## [Dataset entries]

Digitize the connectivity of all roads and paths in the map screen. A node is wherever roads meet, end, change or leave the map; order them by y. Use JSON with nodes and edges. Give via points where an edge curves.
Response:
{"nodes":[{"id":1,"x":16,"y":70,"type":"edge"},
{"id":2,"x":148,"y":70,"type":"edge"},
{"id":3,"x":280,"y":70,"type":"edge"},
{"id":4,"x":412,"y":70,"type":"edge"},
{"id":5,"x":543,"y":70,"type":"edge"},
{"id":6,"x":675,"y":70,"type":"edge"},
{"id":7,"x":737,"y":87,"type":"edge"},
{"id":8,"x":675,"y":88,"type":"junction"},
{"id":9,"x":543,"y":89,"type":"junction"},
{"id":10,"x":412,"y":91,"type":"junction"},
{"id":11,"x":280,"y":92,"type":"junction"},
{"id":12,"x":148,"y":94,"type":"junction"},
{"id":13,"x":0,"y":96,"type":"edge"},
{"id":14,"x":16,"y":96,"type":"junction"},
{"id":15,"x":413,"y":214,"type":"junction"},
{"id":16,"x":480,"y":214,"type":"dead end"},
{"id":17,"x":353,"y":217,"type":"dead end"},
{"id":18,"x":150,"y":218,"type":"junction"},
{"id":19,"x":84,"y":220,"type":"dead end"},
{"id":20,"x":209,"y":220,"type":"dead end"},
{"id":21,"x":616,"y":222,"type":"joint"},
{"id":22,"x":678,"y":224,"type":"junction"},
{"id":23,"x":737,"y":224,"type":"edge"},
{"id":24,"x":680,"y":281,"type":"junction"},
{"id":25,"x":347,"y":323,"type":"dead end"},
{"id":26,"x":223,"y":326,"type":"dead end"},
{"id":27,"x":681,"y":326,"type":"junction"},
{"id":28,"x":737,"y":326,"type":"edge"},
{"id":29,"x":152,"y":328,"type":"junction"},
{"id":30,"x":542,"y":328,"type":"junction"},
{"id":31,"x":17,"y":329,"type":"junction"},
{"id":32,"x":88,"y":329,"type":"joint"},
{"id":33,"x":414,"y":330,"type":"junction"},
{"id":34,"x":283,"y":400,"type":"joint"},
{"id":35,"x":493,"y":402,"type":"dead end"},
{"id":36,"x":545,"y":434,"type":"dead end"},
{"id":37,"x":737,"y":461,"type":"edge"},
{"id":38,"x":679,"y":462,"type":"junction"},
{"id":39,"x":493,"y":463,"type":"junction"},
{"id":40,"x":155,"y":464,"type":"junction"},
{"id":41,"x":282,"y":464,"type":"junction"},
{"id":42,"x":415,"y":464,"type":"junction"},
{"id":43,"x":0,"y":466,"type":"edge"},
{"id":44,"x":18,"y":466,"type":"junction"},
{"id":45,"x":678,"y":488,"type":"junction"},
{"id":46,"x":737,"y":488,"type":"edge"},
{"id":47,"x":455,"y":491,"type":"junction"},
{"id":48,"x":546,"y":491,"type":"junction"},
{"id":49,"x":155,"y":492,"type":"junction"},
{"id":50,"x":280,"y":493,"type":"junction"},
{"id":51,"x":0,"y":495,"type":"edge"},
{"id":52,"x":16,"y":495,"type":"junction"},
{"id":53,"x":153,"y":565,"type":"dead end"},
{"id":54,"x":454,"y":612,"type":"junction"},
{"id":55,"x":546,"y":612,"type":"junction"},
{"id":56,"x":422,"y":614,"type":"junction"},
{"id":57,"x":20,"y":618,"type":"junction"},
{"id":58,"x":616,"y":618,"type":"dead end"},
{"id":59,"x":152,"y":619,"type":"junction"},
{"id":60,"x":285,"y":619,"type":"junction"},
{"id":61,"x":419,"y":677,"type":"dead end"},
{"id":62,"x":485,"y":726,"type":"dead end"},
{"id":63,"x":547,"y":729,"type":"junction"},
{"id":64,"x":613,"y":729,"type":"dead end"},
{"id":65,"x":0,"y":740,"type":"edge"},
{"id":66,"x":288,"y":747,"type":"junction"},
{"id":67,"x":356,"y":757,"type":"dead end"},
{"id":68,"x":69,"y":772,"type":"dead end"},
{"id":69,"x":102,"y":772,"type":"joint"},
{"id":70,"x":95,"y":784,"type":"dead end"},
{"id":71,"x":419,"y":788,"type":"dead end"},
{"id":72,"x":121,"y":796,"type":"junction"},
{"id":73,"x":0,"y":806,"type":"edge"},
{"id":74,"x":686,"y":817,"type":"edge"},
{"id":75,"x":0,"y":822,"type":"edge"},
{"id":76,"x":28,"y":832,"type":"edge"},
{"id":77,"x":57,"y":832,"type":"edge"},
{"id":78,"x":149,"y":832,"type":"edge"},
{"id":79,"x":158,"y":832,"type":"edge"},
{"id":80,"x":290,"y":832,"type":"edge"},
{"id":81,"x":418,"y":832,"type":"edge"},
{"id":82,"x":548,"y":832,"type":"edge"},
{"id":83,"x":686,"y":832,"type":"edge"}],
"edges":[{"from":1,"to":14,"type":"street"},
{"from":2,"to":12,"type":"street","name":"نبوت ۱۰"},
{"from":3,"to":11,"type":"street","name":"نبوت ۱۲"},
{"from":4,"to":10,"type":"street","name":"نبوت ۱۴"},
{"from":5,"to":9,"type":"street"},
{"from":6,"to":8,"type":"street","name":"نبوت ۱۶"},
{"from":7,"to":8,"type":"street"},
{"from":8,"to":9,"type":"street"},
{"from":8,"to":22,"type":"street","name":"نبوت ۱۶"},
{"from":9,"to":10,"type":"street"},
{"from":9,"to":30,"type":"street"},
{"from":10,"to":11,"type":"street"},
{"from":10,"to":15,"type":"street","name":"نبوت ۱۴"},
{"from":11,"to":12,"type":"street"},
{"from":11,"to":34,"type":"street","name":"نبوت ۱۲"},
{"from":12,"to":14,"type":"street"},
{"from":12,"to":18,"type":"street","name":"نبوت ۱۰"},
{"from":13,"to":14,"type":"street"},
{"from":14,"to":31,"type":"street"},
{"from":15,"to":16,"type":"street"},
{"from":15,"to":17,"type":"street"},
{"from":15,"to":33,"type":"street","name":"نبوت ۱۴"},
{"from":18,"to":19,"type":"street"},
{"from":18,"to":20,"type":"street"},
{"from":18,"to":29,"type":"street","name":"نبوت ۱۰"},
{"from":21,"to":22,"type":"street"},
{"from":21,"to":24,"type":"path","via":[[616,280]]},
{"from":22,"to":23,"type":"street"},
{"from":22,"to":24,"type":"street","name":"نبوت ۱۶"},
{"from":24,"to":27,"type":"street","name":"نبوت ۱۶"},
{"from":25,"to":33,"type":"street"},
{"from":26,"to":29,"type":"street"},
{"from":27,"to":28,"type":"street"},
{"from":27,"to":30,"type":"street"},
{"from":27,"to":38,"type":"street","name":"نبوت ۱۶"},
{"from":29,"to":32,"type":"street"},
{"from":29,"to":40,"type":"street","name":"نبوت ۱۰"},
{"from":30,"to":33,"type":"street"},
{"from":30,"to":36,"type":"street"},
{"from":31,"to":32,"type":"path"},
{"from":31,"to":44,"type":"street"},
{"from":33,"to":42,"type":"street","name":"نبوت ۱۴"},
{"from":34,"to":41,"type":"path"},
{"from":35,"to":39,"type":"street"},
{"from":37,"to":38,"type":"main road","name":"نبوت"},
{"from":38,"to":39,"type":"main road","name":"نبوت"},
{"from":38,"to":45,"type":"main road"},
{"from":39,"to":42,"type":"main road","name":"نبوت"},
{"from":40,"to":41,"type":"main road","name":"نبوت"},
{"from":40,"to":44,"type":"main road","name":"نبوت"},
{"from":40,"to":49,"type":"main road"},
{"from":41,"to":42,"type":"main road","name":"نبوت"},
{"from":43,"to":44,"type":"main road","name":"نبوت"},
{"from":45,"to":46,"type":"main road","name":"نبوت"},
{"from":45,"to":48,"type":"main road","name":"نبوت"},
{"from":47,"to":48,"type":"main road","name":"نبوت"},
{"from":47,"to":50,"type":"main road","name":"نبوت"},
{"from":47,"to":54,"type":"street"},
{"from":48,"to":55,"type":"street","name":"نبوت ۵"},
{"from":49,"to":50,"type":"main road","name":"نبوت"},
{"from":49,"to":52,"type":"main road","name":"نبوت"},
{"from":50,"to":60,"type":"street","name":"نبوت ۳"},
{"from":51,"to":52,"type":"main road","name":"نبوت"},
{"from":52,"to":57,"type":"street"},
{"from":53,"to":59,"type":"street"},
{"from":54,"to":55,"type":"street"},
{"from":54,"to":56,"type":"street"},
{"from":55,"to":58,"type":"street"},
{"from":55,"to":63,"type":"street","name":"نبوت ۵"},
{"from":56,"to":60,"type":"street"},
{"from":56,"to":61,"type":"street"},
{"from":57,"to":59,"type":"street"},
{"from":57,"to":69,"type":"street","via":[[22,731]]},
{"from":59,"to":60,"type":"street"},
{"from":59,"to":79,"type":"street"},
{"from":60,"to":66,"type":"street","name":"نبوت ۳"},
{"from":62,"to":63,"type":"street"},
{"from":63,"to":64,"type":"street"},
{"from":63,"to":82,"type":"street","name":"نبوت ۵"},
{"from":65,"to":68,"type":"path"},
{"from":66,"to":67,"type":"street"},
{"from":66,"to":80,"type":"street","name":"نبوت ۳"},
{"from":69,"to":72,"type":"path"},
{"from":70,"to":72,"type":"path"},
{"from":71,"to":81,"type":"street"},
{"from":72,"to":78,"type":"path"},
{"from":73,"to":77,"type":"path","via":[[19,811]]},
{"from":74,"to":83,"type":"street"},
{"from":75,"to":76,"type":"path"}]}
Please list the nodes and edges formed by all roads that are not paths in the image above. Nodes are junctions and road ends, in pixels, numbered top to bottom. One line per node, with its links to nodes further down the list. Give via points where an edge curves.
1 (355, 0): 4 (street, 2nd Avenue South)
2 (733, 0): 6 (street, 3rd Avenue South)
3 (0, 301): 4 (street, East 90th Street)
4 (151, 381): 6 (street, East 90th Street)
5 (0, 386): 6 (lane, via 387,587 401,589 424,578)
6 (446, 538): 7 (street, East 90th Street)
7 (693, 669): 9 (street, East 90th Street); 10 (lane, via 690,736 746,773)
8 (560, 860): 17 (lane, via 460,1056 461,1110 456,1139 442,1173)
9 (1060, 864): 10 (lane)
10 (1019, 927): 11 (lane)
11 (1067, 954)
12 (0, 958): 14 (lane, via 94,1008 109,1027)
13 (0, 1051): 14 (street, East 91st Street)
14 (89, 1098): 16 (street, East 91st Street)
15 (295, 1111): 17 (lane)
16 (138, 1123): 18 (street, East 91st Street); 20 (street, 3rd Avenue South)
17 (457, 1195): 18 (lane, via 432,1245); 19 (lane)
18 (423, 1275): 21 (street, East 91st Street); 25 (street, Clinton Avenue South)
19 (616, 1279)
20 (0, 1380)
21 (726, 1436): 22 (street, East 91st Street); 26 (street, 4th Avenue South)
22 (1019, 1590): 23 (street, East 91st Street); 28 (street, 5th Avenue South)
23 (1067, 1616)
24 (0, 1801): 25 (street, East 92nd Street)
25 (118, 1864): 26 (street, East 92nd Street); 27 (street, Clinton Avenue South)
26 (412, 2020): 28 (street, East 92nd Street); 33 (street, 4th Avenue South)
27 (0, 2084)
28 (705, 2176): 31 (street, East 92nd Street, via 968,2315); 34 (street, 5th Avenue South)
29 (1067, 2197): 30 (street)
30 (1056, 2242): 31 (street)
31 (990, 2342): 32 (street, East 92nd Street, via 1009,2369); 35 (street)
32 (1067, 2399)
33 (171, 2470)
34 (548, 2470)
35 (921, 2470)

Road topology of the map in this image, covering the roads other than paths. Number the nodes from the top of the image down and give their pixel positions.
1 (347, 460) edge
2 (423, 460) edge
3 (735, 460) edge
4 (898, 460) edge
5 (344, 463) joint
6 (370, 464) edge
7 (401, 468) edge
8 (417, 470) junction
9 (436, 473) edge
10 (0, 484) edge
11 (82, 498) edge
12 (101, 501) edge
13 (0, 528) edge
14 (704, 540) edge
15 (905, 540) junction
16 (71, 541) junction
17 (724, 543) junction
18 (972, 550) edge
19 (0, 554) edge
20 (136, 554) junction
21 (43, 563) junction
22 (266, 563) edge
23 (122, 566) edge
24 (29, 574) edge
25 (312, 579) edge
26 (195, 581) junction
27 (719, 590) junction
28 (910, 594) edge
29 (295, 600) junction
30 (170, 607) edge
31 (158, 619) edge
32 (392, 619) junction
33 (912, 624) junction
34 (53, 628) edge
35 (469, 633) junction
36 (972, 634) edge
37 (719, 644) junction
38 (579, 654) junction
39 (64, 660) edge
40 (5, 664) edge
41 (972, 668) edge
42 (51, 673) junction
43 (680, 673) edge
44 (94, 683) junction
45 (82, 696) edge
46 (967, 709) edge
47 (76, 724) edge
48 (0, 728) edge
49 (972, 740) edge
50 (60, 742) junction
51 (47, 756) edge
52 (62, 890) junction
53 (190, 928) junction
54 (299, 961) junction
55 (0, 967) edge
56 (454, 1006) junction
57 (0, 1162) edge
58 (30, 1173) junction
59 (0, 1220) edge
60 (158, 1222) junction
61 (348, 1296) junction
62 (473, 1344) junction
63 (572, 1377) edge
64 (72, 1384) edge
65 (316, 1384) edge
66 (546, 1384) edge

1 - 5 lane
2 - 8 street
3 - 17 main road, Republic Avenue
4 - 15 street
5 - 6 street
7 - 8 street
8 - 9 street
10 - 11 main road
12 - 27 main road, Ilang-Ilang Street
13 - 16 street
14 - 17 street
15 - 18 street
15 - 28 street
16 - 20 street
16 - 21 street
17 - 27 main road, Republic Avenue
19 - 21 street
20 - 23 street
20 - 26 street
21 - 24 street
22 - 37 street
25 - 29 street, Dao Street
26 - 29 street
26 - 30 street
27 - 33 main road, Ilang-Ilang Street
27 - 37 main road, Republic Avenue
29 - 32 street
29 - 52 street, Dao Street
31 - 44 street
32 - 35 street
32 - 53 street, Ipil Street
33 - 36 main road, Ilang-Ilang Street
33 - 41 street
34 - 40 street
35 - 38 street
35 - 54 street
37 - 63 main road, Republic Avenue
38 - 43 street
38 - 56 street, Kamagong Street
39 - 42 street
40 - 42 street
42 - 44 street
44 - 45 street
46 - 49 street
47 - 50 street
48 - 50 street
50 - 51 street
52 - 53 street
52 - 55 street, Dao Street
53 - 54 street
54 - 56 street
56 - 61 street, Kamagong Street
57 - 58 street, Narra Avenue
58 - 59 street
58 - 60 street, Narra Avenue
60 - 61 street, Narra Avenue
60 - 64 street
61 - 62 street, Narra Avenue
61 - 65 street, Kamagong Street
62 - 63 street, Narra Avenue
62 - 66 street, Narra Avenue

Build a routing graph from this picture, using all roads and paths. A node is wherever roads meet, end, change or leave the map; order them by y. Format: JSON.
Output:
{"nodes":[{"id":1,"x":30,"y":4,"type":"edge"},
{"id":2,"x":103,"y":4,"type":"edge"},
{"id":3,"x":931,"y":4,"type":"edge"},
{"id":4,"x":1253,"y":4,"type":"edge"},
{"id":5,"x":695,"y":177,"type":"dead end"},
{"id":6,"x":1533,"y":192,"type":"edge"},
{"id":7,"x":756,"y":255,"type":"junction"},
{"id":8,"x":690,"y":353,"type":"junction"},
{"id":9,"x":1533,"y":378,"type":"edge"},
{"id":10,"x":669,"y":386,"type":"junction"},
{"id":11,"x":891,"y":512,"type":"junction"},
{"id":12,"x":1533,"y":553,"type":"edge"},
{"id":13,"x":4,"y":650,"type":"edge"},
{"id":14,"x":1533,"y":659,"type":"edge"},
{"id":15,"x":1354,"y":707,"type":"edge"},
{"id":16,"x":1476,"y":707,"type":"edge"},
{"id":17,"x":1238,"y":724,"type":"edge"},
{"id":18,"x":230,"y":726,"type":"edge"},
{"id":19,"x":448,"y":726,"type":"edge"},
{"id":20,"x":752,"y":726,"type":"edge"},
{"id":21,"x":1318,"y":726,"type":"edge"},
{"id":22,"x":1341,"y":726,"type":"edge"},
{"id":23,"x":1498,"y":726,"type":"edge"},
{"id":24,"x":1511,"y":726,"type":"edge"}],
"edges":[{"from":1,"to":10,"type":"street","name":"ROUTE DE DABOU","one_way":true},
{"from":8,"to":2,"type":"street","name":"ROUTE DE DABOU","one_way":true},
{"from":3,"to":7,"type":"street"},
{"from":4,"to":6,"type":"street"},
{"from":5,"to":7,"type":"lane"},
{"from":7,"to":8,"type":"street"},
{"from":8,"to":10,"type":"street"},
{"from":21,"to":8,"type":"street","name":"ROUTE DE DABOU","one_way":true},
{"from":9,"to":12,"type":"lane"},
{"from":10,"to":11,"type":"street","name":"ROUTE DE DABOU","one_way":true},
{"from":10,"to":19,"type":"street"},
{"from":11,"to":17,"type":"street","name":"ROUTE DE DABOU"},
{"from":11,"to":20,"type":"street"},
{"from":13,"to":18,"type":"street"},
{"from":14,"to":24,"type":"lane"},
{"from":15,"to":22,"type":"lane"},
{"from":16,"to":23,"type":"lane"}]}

## [About this task]
Return every line holding the word "meet" from the records.

## [Final answer]
Digitize the connectivity of all roads and paths in the map screen. A node is wherever roads meet, end, change or leave the map; order them by y. Use JSON with nodes and edges. Give via points where an edge curves.
Build a routing graph from this picture, using all roads and paths. A node is wherever roads meet, end, change or leave the map; order them by y. Format: JSON.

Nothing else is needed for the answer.